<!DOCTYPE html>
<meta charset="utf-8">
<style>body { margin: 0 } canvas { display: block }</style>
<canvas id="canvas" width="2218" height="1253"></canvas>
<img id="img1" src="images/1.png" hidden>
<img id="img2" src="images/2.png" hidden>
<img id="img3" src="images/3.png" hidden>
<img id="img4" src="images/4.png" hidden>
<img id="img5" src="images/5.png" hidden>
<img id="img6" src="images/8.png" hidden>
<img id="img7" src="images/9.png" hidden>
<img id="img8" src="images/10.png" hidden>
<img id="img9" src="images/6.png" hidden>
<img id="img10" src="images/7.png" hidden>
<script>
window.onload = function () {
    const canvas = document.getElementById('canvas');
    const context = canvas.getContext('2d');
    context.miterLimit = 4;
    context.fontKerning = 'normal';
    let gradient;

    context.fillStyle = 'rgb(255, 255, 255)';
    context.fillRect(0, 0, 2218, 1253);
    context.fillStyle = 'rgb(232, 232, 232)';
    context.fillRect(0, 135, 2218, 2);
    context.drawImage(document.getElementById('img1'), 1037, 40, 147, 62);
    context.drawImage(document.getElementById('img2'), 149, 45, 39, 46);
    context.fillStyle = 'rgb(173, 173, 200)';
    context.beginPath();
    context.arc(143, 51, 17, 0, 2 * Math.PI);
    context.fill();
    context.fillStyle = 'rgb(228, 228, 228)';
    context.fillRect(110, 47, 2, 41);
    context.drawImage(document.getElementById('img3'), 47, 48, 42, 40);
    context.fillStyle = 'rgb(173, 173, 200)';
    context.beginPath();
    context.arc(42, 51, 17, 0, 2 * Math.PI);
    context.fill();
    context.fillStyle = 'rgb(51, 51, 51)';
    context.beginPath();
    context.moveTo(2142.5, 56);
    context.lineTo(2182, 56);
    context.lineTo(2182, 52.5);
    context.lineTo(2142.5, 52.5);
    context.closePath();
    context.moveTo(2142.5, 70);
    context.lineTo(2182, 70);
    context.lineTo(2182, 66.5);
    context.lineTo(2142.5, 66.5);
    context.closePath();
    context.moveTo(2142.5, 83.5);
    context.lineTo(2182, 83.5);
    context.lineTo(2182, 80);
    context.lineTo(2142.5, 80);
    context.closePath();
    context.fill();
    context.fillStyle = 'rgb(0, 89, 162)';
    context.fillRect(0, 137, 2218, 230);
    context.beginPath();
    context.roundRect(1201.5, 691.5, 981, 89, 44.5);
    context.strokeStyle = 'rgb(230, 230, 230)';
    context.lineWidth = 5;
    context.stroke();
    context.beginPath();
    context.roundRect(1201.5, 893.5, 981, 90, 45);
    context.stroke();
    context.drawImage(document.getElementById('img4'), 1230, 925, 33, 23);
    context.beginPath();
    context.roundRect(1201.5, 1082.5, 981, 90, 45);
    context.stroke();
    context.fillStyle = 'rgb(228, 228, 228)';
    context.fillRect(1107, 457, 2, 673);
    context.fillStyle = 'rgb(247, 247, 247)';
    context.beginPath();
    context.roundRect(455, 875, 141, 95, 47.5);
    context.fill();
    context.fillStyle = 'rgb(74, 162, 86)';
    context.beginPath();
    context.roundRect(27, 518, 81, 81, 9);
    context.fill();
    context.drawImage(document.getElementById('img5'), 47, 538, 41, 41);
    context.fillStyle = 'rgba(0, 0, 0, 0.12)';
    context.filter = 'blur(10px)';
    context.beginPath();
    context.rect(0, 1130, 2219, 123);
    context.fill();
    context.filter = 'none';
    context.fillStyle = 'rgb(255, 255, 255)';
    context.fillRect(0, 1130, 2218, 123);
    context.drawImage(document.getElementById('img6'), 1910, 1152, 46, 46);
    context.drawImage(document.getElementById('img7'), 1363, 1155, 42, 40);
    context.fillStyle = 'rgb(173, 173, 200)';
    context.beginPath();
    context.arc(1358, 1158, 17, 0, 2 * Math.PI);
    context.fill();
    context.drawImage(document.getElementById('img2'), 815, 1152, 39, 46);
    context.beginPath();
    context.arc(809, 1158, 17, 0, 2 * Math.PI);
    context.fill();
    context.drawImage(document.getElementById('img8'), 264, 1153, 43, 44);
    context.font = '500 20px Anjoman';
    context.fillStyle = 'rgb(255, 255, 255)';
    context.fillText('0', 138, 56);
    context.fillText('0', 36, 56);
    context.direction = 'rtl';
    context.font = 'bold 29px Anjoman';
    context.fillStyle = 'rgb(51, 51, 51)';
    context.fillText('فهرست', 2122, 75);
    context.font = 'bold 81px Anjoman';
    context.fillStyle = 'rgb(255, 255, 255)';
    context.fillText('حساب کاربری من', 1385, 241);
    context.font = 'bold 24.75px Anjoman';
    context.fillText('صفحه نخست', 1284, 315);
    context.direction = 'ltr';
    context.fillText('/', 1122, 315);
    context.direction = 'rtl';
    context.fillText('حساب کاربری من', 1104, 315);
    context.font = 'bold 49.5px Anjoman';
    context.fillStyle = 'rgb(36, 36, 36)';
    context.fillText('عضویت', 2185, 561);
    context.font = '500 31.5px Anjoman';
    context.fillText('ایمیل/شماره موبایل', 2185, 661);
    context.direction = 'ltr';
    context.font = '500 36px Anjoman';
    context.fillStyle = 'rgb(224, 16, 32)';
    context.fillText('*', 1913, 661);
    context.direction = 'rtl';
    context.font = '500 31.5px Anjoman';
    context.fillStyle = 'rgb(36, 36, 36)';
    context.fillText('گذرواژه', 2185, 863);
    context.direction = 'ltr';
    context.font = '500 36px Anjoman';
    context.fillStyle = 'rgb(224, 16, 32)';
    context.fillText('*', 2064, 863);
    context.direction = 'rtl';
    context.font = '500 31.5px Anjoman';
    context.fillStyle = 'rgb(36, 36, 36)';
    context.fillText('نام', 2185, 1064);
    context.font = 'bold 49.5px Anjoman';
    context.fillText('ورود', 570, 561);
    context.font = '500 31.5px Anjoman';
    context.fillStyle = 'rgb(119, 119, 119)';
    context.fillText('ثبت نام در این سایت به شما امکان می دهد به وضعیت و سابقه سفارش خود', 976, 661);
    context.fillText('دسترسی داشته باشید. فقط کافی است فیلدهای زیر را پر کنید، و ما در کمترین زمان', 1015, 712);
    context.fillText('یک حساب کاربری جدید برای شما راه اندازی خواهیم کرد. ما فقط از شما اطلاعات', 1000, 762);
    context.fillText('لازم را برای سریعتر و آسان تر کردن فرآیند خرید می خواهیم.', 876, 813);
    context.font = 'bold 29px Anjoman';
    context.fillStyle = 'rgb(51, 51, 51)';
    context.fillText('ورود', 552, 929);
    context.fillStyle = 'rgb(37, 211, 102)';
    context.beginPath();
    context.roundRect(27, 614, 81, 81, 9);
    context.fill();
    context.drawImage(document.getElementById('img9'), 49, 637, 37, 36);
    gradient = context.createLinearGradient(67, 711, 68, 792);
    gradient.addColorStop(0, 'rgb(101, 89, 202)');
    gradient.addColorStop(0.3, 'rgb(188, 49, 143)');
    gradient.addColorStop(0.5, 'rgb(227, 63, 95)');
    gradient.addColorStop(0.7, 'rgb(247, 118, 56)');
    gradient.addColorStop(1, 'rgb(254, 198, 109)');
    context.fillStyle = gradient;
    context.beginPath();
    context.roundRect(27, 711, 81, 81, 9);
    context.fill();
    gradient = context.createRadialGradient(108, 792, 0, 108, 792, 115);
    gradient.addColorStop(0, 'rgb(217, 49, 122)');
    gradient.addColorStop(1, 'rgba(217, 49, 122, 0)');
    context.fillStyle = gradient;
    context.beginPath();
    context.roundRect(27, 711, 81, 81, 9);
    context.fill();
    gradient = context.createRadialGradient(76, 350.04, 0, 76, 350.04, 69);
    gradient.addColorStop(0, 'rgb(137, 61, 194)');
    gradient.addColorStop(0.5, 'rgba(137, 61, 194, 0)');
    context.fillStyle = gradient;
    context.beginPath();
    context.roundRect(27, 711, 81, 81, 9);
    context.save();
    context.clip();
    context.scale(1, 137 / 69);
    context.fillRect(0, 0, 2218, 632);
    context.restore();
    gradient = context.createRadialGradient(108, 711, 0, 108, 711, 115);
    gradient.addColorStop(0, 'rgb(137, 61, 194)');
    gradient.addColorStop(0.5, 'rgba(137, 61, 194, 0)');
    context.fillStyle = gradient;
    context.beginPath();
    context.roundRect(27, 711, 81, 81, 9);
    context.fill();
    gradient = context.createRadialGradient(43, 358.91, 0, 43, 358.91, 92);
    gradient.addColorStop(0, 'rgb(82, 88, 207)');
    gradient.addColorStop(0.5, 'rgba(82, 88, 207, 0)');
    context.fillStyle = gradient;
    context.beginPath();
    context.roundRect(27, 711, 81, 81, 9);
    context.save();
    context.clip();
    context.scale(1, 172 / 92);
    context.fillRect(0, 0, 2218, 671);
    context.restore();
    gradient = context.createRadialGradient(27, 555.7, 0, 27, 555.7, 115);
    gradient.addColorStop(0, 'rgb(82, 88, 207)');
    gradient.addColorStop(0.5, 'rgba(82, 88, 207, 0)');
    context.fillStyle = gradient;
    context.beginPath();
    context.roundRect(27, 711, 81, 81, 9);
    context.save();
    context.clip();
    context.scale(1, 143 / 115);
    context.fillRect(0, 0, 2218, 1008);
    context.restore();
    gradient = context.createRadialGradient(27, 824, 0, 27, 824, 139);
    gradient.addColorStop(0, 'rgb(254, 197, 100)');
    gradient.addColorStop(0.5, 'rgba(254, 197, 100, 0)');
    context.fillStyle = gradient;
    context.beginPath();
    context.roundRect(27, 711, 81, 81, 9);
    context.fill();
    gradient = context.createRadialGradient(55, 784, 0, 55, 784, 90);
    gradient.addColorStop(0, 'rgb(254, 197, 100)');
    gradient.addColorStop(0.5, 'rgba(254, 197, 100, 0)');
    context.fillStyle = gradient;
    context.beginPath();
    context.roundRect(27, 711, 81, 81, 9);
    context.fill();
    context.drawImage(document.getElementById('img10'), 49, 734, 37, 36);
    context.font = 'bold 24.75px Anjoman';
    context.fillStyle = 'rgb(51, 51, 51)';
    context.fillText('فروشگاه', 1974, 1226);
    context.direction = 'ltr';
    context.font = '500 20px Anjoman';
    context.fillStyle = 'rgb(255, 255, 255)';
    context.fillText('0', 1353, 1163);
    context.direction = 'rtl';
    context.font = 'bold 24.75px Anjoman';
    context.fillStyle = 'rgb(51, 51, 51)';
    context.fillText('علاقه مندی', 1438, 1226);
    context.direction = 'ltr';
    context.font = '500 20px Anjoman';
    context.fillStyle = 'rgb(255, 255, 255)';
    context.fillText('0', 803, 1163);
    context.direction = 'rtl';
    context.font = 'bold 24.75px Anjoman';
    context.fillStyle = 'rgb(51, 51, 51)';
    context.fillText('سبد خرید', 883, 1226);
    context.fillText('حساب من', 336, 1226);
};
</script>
--
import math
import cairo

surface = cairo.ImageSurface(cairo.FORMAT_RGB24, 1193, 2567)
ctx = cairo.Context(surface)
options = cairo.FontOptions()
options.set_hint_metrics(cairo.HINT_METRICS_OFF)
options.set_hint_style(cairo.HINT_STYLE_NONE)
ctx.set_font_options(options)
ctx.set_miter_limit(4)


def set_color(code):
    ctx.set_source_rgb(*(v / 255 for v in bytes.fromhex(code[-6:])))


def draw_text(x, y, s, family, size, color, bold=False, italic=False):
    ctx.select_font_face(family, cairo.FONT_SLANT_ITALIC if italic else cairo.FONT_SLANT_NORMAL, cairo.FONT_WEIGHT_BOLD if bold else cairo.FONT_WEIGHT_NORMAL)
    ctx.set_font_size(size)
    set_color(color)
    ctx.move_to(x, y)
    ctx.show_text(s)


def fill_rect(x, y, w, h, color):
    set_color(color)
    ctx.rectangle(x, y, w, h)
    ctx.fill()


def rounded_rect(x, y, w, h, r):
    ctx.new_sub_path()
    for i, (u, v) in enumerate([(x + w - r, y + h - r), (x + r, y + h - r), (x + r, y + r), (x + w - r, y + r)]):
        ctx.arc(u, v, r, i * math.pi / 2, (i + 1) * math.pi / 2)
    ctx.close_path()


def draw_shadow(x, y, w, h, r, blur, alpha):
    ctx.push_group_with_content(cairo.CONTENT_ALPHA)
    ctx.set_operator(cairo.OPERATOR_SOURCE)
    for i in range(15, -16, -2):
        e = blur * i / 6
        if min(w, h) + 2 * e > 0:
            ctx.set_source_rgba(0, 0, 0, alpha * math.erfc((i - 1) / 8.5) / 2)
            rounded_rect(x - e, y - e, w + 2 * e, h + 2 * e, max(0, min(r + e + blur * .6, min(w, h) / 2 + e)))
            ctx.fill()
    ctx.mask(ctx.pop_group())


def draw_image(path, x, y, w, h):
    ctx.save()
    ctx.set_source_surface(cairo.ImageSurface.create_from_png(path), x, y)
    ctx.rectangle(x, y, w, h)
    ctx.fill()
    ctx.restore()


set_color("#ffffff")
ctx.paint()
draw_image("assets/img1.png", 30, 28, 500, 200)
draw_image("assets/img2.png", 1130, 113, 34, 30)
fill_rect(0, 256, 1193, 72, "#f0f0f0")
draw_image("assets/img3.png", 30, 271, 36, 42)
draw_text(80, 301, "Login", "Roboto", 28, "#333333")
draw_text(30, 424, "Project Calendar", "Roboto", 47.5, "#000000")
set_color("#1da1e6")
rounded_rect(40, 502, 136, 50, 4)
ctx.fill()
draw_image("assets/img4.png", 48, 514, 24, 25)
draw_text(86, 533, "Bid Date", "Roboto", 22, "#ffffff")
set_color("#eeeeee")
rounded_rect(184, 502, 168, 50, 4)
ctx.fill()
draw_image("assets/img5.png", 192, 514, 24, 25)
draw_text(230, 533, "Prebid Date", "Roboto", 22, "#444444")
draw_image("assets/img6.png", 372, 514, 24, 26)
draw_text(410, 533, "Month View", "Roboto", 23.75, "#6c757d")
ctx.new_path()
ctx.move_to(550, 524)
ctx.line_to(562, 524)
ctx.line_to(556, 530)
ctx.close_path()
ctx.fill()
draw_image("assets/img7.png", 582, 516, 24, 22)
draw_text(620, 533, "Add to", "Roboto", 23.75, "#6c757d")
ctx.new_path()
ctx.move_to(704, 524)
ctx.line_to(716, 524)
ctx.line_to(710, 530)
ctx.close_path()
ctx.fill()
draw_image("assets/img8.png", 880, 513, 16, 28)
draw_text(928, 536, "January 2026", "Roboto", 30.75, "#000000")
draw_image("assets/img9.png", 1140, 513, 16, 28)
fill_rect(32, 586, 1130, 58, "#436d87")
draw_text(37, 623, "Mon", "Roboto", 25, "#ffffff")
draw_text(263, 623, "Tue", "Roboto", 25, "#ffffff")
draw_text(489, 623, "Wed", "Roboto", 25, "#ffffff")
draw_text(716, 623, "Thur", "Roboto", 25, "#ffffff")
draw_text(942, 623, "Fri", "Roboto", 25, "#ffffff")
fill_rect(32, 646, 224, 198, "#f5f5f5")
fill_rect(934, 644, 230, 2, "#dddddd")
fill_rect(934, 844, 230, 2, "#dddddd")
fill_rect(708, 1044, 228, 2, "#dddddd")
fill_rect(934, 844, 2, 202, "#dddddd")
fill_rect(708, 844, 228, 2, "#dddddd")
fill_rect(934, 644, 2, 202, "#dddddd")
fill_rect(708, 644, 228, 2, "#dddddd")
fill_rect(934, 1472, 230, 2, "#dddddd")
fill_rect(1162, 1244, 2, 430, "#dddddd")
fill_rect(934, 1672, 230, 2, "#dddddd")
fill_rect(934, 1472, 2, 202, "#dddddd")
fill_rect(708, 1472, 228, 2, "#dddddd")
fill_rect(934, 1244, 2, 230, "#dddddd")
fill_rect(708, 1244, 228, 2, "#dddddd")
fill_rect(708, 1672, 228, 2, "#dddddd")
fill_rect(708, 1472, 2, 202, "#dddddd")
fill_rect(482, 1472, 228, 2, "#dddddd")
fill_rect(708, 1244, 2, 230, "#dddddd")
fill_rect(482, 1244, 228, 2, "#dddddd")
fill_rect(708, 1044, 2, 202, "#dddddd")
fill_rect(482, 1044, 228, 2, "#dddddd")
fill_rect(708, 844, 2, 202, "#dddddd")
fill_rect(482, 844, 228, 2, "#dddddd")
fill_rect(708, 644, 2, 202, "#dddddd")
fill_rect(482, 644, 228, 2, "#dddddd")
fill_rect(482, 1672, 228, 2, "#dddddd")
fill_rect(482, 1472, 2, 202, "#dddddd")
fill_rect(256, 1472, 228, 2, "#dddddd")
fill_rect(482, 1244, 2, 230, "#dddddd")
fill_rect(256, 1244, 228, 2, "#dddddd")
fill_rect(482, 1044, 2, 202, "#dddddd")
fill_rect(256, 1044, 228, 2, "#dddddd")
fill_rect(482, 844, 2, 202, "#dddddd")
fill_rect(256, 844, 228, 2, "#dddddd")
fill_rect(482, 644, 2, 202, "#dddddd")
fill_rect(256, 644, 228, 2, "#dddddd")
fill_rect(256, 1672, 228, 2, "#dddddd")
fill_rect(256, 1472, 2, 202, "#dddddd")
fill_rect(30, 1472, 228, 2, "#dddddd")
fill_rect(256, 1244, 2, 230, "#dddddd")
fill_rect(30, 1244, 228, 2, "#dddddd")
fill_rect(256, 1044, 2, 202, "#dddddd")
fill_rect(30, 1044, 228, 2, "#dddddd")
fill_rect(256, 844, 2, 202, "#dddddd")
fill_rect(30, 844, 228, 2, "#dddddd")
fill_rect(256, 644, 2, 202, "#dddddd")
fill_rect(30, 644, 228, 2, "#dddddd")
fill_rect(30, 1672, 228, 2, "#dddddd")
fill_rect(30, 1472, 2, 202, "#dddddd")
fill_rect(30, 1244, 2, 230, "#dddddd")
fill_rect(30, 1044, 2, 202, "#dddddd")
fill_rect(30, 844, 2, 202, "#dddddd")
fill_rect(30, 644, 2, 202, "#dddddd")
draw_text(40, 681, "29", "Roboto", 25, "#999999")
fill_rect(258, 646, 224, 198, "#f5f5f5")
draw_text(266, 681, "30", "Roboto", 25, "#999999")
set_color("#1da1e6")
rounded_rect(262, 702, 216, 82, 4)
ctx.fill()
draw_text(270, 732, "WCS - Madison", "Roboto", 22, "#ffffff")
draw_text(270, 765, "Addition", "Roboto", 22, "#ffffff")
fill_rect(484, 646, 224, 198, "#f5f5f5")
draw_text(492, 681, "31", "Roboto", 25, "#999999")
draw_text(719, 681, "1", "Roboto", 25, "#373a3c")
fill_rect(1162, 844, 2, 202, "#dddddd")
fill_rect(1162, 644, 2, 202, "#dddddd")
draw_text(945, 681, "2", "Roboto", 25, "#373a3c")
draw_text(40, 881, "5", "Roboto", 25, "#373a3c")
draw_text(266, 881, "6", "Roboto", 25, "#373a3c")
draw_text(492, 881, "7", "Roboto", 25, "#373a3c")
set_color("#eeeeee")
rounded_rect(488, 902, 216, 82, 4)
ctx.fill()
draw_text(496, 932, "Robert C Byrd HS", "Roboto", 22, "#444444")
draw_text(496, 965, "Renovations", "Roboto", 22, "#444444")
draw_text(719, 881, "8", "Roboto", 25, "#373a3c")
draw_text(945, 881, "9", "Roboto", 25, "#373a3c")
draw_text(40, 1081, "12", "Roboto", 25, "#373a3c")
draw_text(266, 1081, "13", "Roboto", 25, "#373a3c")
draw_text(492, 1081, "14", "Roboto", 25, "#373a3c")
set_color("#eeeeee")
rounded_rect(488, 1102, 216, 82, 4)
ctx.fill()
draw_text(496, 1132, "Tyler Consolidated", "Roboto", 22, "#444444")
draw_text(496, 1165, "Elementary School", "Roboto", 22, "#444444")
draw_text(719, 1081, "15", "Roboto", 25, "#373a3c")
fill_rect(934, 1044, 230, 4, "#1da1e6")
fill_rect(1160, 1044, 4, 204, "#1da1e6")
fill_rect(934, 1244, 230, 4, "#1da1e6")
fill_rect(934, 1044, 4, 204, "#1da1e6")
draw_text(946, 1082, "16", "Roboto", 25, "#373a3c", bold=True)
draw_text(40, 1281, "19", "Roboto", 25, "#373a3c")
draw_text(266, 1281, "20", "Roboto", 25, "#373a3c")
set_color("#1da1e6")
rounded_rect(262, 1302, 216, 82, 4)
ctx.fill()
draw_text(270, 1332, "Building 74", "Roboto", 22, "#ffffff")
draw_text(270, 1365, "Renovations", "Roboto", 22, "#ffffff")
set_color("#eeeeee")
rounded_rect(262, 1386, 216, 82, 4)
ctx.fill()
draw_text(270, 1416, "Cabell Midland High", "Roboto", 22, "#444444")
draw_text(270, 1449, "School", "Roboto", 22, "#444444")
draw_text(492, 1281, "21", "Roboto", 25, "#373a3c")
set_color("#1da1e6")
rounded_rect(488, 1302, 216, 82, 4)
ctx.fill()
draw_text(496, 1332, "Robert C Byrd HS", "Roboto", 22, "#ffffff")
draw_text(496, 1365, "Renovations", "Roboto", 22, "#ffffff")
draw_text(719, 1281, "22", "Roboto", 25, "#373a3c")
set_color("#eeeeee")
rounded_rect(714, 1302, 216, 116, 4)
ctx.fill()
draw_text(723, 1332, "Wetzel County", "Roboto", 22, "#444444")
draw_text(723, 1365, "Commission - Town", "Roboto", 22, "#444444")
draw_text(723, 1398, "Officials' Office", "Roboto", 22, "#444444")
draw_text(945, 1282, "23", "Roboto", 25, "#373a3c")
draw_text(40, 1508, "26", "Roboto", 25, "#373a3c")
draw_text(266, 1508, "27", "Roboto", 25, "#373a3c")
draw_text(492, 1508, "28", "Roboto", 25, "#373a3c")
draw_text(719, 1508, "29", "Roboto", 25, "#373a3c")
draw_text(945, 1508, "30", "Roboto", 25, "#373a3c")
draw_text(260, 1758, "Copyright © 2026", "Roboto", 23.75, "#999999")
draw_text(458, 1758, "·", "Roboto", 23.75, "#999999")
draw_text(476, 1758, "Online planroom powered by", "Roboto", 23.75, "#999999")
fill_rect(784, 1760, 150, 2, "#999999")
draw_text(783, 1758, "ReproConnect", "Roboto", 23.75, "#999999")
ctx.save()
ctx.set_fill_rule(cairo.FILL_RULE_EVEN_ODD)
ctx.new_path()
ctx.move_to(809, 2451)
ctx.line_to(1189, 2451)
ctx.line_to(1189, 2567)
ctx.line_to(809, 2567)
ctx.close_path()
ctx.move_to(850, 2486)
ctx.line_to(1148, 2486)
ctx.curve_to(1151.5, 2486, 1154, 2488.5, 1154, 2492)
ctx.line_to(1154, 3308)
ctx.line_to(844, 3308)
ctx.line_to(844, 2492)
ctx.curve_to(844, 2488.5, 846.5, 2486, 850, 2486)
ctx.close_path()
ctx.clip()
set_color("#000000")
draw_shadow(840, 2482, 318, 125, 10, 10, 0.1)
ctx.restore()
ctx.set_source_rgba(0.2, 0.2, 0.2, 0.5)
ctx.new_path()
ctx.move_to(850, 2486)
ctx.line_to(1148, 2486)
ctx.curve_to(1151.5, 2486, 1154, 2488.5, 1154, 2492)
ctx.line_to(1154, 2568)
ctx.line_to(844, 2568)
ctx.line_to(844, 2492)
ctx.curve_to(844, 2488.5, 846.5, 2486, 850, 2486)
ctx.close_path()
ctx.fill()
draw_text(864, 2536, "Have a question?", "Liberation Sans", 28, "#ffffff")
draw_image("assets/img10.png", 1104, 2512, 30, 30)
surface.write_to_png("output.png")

* _TRY IT_
Everything above from the line containing "<!DOCTYPE html>" through the line containing "let gradient;" must be copied exactly. Nothing outside that range belongs in the answer.

* _ANSWER FOR THE TASK_
<!DOCTYPE html>
<meta charset="utf-8">
<style>body { margin: 0 } canvas { display: block }</style>
<canvas id="canvas" width="2218" height="1253"></canvas>
<img id="img1" src="images/1.png" hidden>
<img id="img2" src="images/2.png" hidden>
<img id="img3" src="images/3.png" hidden>
<img id="img4" src="images/4.png" hidden>
<img id="img5" src="images/5.png" hidden>
<img id="img6" src="images/8.png" hidden>
<img id="img7" src="images/9.png" hidden>
<img id="img8" src="images/10.png" hidden>
<img id="img9" src="images/6.png" hidden>
<img id="img10" src="images/7.png" hidden>
<script>
window.onload = function () {
    const canvas = document.getElementById('canvas');
    const context = canvas.getContext('2d');
    context.miterLimit = 4;
    context.fontKerning = 'normal';
    let gradient;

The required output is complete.